**Requirement:** Repeat the data that follows, word for word, without the images.

───── Data records ─────

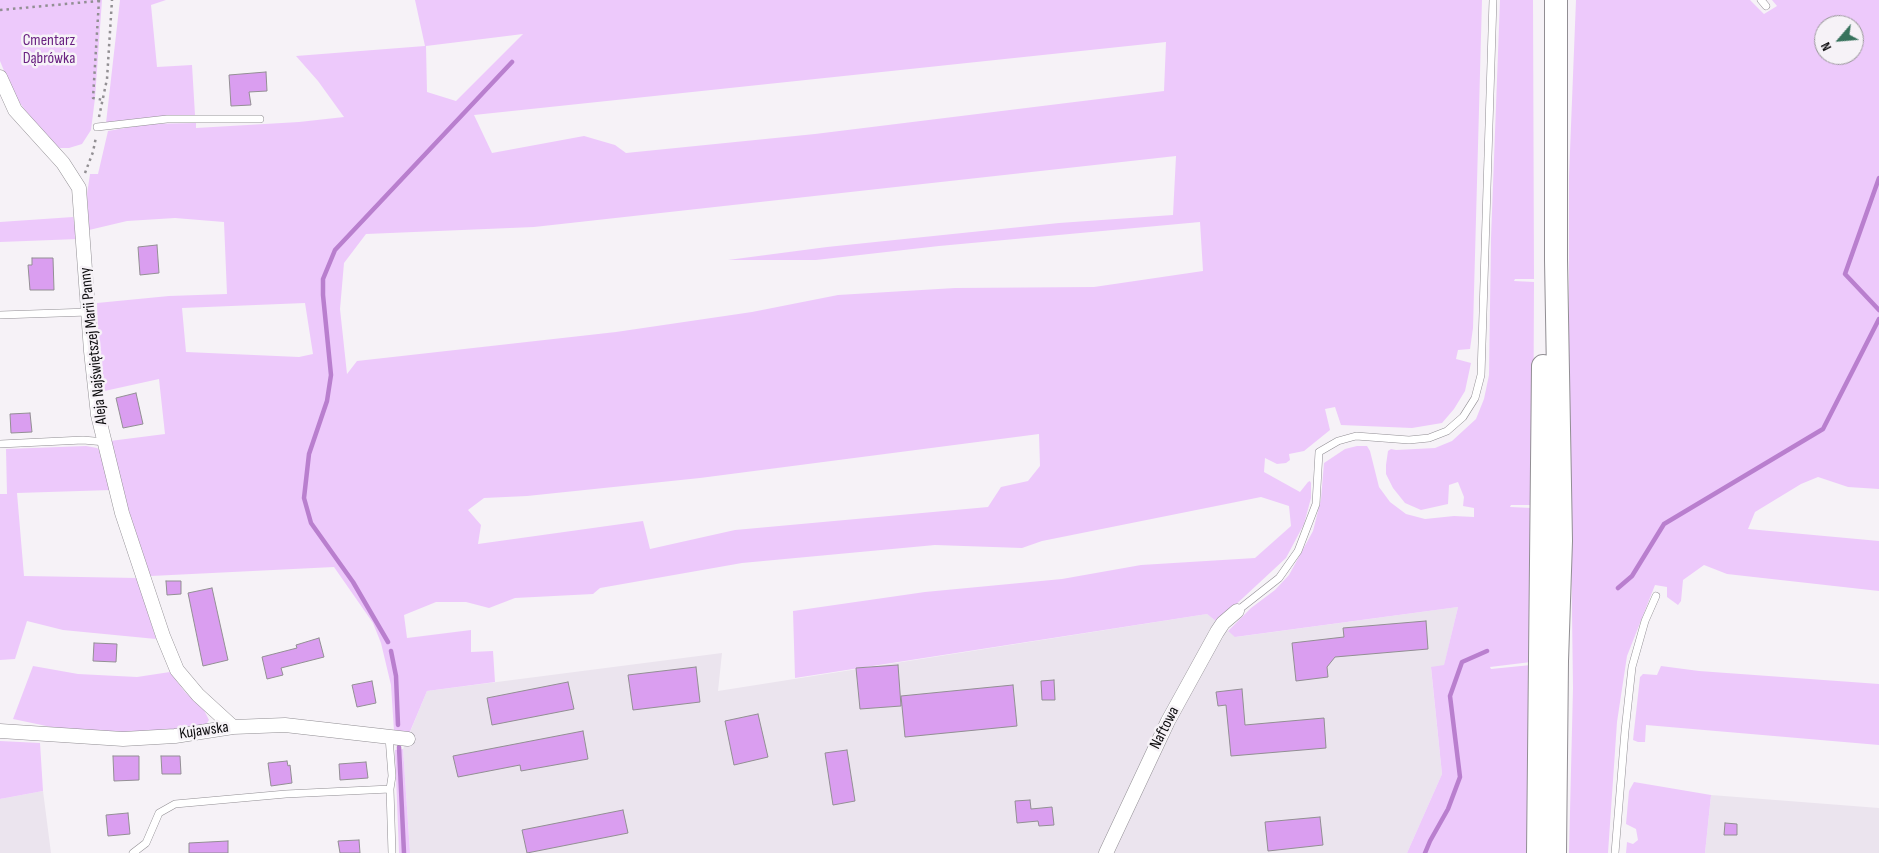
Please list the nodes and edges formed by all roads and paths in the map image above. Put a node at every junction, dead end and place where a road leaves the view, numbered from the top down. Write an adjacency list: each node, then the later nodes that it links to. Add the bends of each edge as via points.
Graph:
1 (49, 0): 7 (path)
2 (112, 0): 10 (path)
3 (1493, 0): 19 (lane, via 1481,375 1474,398 1464,417 1447,431 1428,438 1409,440 1356,436 1338,441 1319,452 1316,504 1298,550 1279,578)
4 (1542, 0): 28 (main road, via 1543,436)
5 (1556, 0): 29 (main road, via 1561,541)
6 (99, 1): 7 (path); 10 (path, via 93,98)
7 (49, 5): 8 (path)
8 (0, 10)
9 (0, 77): 13 (street, Aleja Najświętszej Marii Panny, via 15,110 63,163)
10 (103, 100): 12 (path)
11 (260, 119): 12 (lane, via 167,119)
12 (98, 127): 13 (path, via 93,152)
13 (79, 188): 14 (street, Aleja Najświętszej Marii Panny)
14 (89, 312): 15 (lane); 16 (street, Aleja Najświętszej Marii Panny, via 98,416)
15 (0, 315)
16 (105, 442): 17 (lane); 20 (street, Aleja Najświętszej Marii Panny, via 122,513 163,636 178,670 198,695)
17 (0, 444)
18 (1656, 596): 30 (lane, via 1645,620 1632,667)
19 (1236, 611): 27 (street, Naftowa, via 1217,632 1168,721)
20 (233, 727): 21 (street, Kujawska, via 175,736 123,739); 22 (street, Kujawska, via 285,725)
21 (0, 731)
22 (389, 736): 23 (street, Kujawska); 24 (lane)
23 (408, 739)
24 (390, 789): 25 (lane, via 175,804 159,813 146,843); 26 (lane)
25 (133, 853)
26 (392, 853)
27 (1106, 853)
28 (1538, 853)
29 (1555, 853)
30 (1615, 853)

─────

**Answer box:**
Please list the nodes and edges formed by all roads and paths in the map image above. Put a node at every junction, dead end and place where a road leaves the view, numbered from the top down. Write an adjacency list: each node, then the later nodes that it links to. Add the bends of each edge as via points.
Graph:
1 (49, 0): 7 (path)
2 (112, 0): 10 (path)
3 (1493, 0): 19 (lane, via 1481,375 1474,398 1464,417 1447,431 1428,438 1409,440 1356,436 1338,441 1319,452 1316,504 1298,550 1279,578)
4 (1542, 0): 28 (main road, via 1543,436)
5 (1556, 0): 29 (main road, via 1561,541)
6 (99, 1): 7 (path); 10 (path, via 93,98)
7 (49, 5): 8 (path)
8 (0, 10)
9 (0, 77): 13 (street, Aleja Najświętszej Marii Panny, via 15,110 63,163)
10 (103, 100): 12 (path)
11 (260, 119): 12 (lane, via 167,119)
12 (98, 127): 13 (path, via 93,152)
13 (79, 188): 14 (street, Aleja Najświętszej Marii Panny)
14 (89, 312): 15 (lane); 16 (street, Aleja Najświętszej Marii Panny, via 98,416)
15 (0, 315)
16 (105, 442): 17 (lane); 20 (street, Aleja Najświętszej Marii Panny, via 122,513 163,636 178,670 198,695)
17 (0, 444)
18 (1656, 596): 30 (lane, via 1645,620 1632,667)
19 (1236, 611): 27 (street, Naftowa, via 1217,632 1168,721)
20 (233, 727): 21 (street, Kujawska, via 175,736 123,739); 22 (street, Kujawska, via 285,725)
21 (0, 731)
22 (389, 736): 23 (street, Kujawska); 24 (lane)
23 (408, 739)
24 (390, 789): 25 (lane, via 175,804 159,813 146,843); 26 (lane)
25 (133, 853)
26 (392, 853)
27 (1106, 853)
28 (1538, 853)
29 (1555, 853)
30 (1615, 853)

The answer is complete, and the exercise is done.